Over the past few years, traditional apparel retailers have had to grapple with online competition and challenges from fast fashion chains like Zara. A long list of major chains — including Aeropostale, American Apparel, Wet Seal, and The Limited — have filed for bankruptcy, supporting the bearish notion that mall-based retailers’ days are numbered.
However, many companies that survived the purge have come out stronger with market share gained from their fallen rivals. They also shrank their footprint, expanded online and overseas businesses, and invested more heavily in growing secondary brands.
Over time, several of these secondary brands have become core growth drivers for their parent companies, offsetting the weaker results of the rest of the business. Let’s look at three rising stars that fit that description — American Eagles’ (NYSE:AEO) Aerie, Abercrombie & Fitch’s (NYSE:ANF) Hollister, and Gap’s (NYSE:GPS) Athleta.
Aerie, which was founded in 2006, sells lingerie, loungewear, and activewear to teens and young women. Aerie made a mark as the “anti-Victoria’s Secret” with its untouched “body positive” ads featuring models of all shapes and sizes. It repeatedly promoted that image via social media campaigns with its #AerieREAL hashtag. Aerie is a much smaller brand than AEO, but its comparable sales growth has been robust over the past year.
At the end of fiscal 2017, AEO operated 933 namesake stores and 109 Aerie stand-alone locations. Aerie apparel is also available online and at pop-up locations in certain AEO stores.
During the most recent conference call, Aerie president Jen Foyle stated that AEO will open 35 to 40 new Aerie stores this year, with “roughly 70%” of those openings taking place in “underpenetrated markets”. Foyle noted that “only 50% of women who shop our AE brand shop Aerie”, which represents a major growth opportunity for the brand.
A&F founded Hollister in 2000 as a casual “SoCal-inspired” apparel brand for teenagers. A&F then fabricated a history for the new brand, claiming that the fictional “John Hollister, Sr.” — upon returning to the U.S. from the Dutch East Indies — founded the company in 1922.
Despite its absurd beginnings, Hollister eventually eclipsed A&F’s namesake brand in terms of total revenue and comps growth. CEO Fran Horowitz-Bonadies, who took over in early 2017, had A&F invest heavily in Hollister’s growth with fresh styles, store renovations, and new marketing campaigns. Those efforts clearly paid off over the past year.
A&F finished fiscal 2017 with 538 Hollister stores and 330 Abercrombie stores. Hollister generated 58% of the company’s revenue for the year.
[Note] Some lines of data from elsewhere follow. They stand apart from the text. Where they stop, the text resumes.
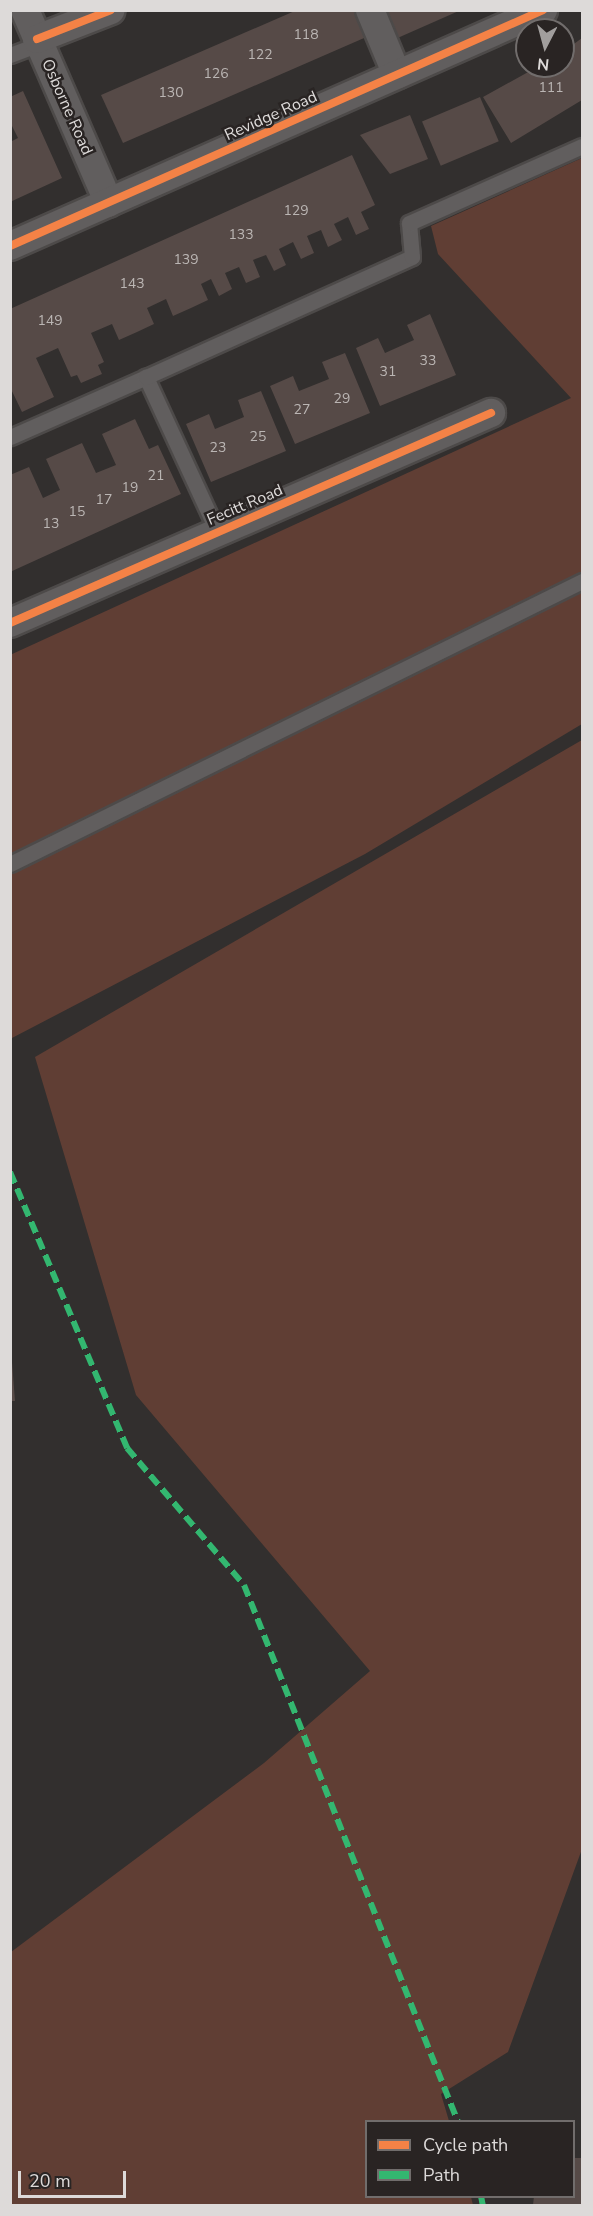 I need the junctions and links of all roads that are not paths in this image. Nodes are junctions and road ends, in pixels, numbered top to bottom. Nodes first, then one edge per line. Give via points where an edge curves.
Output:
1 (25, 10) edge
2 (111, 10) edge
3 (370, 10) edge
4 (543, 10) edge
5 (38, 41) junction
6 (10, 55) edge
7 (397, 75) junction
8 (582, 146) edge
9 (109, 202) junction
10 (10, 246) edge
11 (146, 377) junction
12 (491, 413) dead end
13 (10, 437) edge
14 (217, 531) junction
15 (582, 581) edge
16 (10, 623) edge
17 (10, 864) edge

1 - 5 street, Osborne Road
2 - 5 street
3 - 7 street
4 - 7 street, Revidge Road
5 - 6 lane
5 - 9 street, Osborne Road
7 - 9 street, Revidge Road
8 - 11 lane via 409,223 412,257
9 - 10 street, Revidge Road
11 - 13 lane
11 - 14 lane
12 - 14 street, Fecitt Road
14 - 16 street, Fecitt Road
15 - 17 lane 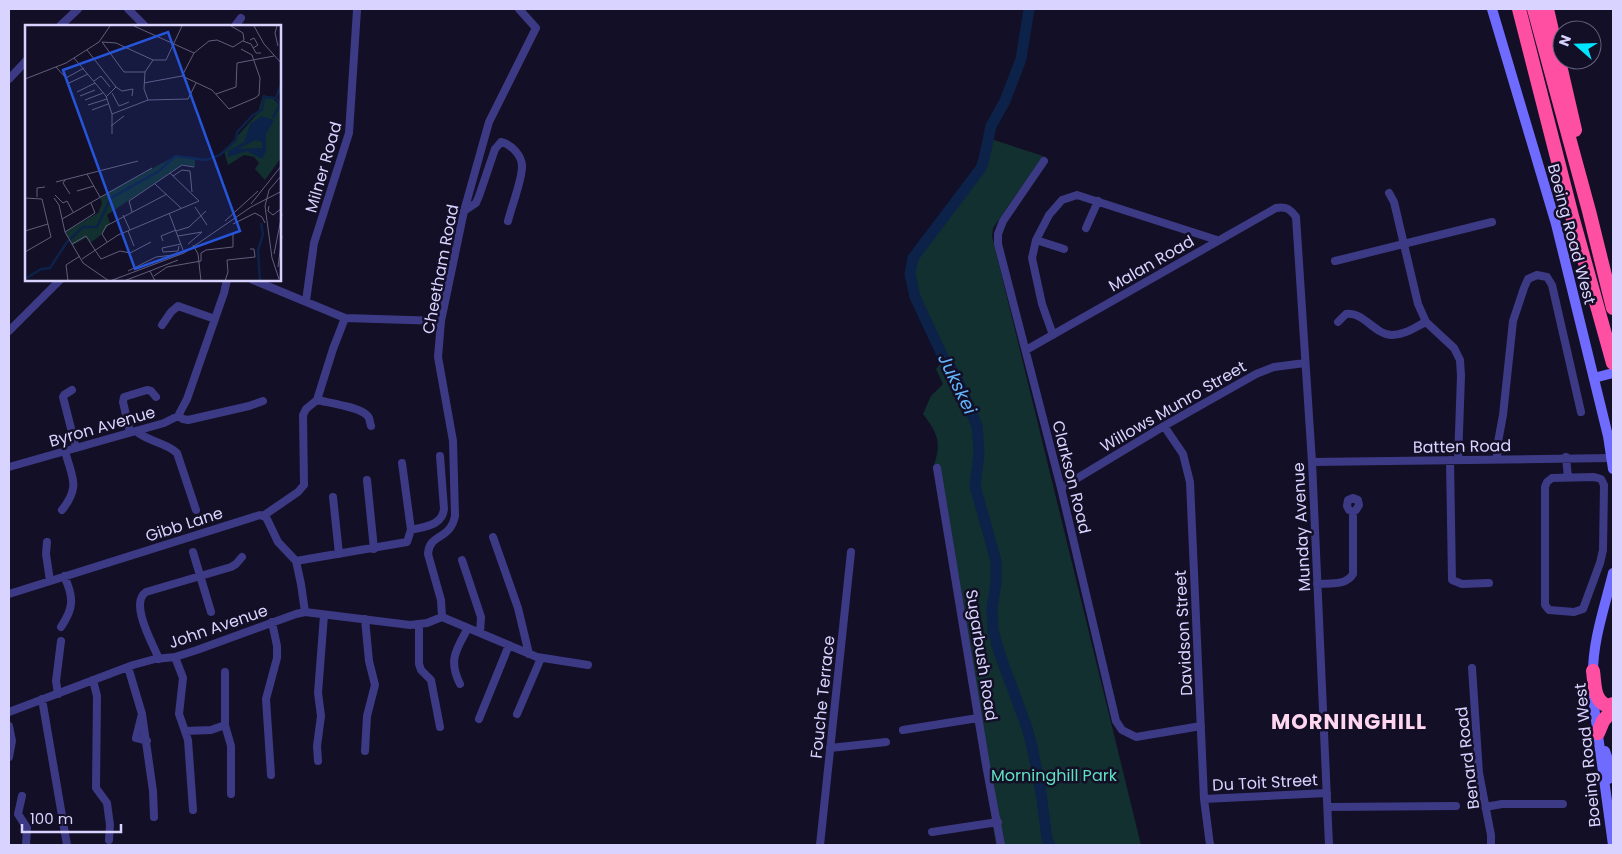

Recently, Horowitz-Bonadies stated that “Hollister started its revitalization journey” and “continues to build momentum and take market share.”
Gap’s three core brands — Old Navy, Gap, and Banana Republic — traditionally fared well during both economic booms and busts. The low-end Old Navy held up during economic downturns; the pricier Banana Republic flourished during more prosperous times; and the mid-range Gap served as an all-weather brand.
However, all three brands were hurt by the increased competition and tough retail environment in recent years. This forced Gap to diversify into higher-growth niche markets like athleisure apparel, which was popularized by Lululemon.
Gap’s play on this market is Athleta, a premium lifestyle and active-wear brand which was founded in 1998. Gap acquired the online-only retailer in 2008 and eventually expanded it into a brick-and-mortar operation to challenge Lululemon.
Gap doesn’t yet disclose Athleta’s exact sales growth, which is included with its namesake brand. But during last quarter’s conference call, CEO Art Peck stated that Athleta’s “performance to the year was extraordinary” and that it “moved from mid-teens sales growth in the first half of 2017 to mid-20s in the back half of the year.” Gap opened 16 new Athleta stores last year, bringing its total store count to 148. That represents just 5% of its company-owned stores and indicates that the brand has plenty of room to grow.
The bottom line
Investors should always recognize and take note of an apparel company’s entire portfolio. Their namesake brands might not seem impressive, but promising secondary brands like Aerie, Hollister, and Athleta could provide a much-needed tailwind to their parent companies.